> _EXERCISE DESCRIPTION_: Your task is to repeat the data exactly, every line of it.

***** PROVIDED RECORDS

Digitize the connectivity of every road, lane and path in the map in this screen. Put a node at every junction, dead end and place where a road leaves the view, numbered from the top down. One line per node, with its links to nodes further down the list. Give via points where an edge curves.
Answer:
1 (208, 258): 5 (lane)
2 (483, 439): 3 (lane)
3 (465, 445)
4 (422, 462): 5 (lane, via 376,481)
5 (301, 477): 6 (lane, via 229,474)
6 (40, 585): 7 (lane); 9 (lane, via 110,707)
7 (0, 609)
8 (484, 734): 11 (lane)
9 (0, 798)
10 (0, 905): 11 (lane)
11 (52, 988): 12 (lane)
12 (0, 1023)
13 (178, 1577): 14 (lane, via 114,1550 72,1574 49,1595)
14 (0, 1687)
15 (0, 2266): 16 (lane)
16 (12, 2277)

**********

> _RESPONSE FOR THIS EXERCISE_:
Digitize the connectivity of every road, lane and path in the map in this screen. Put a node at every junction, dead end and place where a road leaves the view, numbered from the top down. One line per node, with its links to nodes further down the list. Give via points where an edge curves.
Answer:
1 (208, 258): 5 (lane)
2 (483, 439): 3 (lane)
3 (465, 445)
4 (422, 462): 5 (lane, via 376,481)
5 (301, 477): 6 (lane, via 229,474)
6 (40, 585): 7 (lane); 9 (lane, via 110,707)
7 (0, 609)
8 (484, 734): 11 (lane)
9 (0, 798)
10 (0, 905): 11 (lane)
11 (52, 988): 12 (lane)
12 (0, 1023)
13 (178, 1577): 14 (lane, via 114,1550 72,1574 49,1595)
14 (0, 1687)
15 (0, 2266): 16 (lane)
16 (12, 2277)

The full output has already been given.